[Records drawn from a dataset]
*** Begin section ***

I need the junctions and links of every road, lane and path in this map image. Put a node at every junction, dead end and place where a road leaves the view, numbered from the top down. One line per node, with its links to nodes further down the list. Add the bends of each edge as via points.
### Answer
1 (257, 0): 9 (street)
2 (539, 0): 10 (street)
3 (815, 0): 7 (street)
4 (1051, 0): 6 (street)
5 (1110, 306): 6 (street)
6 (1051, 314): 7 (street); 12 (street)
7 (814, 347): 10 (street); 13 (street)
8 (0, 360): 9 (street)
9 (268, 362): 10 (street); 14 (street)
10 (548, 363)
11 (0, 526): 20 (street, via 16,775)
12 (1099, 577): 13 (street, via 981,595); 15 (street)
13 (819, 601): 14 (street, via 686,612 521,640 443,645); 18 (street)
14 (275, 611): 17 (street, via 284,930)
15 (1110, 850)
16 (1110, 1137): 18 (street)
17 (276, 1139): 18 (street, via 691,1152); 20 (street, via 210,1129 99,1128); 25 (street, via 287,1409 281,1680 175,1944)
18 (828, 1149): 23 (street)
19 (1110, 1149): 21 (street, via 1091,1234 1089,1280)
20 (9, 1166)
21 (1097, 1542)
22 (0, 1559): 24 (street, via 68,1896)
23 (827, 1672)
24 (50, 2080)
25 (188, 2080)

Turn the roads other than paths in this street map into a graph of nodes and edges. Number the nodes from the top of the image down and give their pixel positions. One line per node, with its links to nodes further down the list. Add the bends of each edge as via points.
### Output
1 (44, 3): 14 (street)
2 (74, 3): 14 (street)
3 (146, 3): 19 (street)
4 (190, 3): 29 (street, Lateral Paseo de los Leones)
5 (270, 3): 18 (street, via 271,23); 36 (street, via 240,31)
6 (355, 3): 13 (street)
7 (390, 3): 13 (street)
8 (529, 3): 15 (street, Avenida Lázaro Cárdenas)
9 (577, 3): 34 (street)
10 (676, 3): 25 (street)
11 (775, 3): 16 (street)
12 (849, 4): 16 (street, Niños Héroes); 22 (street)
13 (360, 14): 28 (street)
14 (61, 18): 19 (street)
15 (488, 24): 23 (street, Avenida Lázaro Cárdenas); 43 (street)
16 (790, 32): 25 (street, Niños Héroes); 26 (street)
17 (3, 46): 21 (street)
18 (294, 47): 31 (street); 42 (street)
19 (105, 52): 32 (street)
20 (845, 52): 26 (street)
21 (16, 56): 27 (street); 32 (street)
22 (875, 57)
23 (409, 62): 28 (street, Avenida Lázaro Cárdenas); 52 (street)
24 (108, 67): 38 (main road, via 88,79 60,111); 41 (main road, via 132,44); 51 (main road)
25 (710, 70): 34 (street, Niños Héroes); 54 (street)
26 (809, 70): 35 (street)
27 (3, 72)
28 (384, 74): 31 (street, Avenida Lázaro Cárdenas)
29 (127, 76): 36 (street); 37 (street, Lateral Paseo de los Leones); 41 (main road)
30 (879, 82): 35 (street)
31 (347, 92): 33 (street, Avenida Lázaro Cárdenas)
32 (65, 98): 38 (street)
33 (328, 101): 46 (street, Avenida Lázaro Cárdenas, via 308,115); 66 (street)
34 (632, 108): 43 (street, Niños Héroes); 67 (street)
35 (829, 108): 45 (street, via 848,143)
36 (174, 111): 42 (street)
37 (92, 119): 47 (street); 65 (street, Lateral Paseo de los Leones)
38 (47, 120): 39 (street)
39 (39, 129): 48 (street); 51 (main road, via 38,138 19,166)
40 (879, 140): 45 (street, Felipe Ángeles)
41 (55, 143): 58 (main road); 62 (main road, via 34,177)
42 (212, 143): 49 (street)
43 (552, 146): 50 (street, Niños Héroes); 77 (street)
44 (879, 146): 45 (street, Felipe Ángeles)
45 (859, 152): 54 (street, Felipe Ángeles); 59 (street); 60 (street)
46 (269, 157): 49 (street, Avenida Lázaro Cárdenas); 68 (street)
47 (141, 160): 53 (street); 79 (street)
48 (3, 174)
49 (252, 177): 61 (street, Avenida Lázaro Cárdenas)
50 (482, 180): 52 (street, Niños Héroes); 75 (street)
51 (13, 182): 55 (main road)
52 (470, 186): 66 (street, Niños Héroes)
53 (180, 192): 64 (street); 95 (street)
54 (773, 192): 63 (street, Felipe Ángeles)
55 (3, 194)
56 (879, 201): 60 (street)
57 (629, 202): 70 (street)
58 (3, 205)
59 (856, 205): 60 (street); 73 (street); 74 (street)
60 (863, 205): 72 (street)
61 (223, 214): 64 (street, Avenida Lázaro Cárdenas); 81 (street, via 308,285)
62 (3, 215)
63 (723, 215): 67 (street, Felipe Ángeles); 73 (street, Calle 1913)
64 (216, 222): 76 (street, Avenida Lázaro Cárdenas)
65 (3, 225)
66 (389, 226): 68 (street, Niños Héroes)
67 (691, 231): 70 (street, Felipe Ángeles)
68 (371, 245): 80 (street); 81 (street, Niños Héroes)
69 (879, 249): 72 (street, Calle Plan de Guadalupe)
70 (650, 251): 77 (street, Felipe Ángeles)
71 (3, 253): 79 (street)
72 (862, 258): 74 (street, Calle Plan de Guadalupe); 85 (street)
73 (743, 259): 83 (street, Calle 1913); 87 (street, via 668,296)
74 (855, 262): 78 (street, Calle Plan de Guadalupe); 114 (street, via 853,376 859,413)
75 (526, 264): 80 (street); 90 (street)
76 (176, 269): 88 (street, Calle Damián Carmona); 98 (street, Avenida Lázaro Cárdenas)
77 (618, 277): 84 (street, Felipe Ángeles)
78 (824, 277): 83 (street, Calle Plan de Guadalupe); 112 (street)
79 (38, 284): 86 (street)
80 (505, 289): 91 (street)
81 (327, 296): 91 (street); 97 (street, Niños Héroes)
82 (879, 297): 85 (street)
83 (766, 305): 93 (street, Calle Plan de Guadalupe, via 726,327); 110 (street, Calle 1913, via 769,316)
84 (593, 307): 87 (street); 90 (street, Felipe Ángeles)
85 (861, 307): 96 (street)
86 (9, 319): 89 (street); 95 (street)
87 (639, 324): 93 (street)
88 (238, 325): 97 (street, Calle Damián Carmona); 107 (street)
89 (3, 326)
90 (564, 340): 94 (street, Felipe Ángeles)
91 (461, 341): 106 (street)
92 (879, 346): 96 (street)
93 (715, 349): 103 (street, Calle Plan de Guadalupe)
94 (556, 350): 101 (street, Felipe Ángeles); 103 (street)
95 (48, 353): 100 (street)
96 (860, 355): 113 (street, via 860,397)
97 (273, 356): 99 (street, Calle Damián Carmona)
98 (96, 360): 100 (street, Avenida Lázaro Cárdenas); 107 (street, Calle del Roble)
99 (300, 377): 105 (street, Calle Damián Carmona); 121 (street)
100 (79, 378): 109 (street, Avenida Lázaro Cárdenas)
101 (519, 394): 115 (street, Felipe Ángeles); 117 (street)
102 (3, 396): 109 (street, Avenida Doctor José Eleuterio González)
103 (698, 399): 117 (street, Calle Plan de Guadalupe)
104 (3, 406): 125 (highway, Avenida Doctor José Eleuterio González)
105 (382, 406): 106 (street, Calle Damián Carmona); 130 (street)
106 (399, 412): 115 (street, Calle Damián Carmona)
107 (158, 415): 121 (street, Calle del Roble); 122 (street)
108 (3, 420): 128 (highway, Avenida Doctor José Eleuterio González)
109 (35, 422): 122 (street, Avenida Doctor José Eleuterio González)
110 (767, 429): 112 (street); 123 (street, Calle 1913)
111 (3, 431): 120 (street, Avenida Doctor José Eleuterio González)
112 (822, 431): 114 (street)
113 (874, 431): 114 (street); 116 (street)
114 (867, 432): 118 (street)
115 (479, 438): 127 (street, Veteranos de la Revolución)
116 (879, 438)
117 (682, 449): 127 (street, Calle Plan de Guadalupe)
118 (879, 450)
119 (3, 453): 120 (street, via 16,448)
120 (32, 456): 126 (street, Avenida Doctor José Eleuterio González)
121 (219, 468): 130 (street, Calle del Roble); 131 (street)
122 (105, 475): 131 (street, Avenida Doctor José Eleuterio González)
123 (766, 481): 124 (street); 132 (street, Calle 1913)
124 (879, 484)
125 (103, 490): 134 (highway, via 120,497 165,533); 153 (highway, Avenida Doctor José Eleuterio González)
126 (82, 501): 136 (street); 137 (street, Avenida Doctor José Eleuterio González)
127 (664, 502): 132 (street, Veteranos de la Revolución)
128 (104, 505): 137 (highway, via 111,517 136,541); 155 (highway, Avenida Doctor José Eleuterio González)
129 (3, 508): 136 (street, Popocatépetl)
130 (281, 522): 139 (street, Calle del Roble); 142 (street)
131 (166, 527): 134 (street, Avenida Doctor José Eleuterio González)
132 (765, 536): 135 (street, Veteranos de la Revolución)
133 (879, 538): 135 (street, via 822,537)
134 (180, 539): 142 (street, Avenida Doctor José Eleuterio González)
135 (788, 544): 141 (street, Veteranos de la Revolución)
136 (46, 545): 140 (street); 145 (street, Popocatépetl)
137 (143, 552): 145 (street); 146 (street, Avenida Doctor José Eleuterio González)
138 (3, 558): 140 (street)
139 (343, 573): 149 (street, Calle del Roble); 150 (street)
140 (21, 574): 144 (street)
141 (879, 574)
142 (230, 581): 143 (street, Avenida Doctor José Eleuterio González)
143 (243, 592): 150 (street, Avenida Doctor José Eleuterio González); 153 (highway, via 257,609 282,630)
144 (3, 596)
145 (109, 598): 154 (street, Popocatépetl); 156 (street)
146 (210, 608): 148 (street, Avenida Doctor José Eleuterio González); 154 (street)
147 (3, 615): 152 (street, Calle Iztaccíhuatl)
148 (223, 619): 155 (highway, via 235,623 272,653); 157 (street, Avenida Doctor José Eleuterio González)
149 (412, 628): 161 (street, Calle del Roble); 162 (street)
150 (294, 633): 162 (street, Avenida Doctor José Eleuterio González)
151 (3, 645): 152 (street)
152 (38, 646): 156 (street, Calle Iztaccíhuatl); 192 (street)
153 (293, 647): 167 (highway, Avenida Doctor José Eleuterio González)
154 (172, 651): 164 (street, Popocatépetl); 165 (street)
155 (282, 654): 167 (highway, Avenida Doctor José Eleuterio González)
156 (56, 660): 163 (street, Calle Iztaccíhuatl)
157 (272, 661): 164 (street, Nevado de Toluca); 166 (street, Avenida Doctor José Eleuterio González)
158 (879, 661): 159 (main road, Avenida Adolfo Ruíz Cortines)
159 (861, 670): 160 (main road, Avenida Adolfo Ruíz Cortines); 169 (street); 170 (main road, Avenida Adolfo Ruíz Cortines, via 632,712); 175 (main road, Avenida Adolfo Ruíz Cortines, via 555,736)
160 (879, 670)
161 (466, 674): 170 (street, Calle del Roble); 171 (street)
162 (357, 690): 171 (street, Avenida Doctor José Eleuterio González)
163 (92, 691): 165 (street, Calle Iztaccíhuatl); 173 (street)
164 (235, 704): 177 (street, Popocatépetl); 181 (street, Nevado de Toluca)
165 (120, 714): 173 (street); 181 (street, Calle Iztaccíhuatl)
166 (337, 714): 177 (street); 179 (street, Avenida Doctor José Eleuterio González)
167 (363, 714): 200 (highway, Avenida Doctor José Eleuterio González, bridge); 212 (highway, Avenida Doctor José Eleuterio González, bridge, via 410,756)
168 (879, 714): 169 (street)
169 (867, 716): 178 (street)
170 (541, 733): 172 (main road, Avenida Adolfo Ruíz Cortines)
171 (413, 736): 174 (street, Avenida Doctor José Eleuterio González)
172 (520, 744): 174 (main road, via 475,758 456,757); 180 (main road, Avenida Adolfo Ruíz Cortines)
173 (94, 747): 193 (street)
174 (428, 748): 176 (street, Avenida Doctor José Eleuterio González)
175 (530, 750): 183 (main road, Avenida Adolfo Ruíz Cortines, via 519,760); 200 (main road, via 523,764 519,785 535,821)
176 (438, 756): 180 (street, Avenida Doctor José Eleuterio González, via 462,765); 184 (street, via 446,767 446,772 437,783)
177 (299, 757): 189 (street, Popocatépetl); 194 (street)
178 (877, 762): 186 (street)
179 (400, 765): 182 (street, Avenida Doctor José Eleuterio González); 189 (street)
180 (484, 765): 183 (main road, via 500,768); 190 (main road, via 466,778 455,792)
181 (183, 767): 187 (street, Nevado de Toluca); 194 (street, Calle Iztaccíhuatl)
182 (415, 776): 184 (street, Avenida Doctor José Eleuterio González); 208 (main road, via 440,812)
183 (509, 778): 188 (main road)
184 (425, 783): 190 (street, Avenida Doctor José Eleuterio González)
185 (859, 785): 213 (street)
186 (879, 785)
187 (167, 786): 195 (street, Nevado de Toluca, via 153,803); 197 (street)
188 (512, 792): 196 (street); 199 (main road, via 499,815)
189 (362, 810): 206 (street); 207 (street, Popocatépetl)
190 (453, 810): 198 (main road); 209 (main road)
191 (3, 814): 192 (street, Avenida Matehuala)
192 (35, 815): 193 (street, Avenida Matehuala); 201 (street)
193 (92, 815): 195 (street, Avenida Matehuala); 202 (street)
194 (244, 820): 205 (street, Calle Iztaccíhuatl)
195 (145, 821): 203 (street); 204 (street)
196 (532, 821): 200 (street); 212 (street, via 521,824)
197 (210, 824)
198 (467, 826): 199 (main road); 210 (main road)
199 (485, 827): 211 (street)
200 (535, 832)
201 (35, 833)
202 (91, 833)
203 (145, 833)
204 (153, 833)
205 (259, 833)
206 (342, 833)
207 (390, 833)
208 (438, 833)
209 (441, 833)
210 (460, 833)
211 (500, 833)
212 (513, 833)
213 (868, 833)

*** End section ***

• _Aim of the exercise_:
Respond with one number only: how many lines of the data contain "Matehuala".

• _Task solution_:
3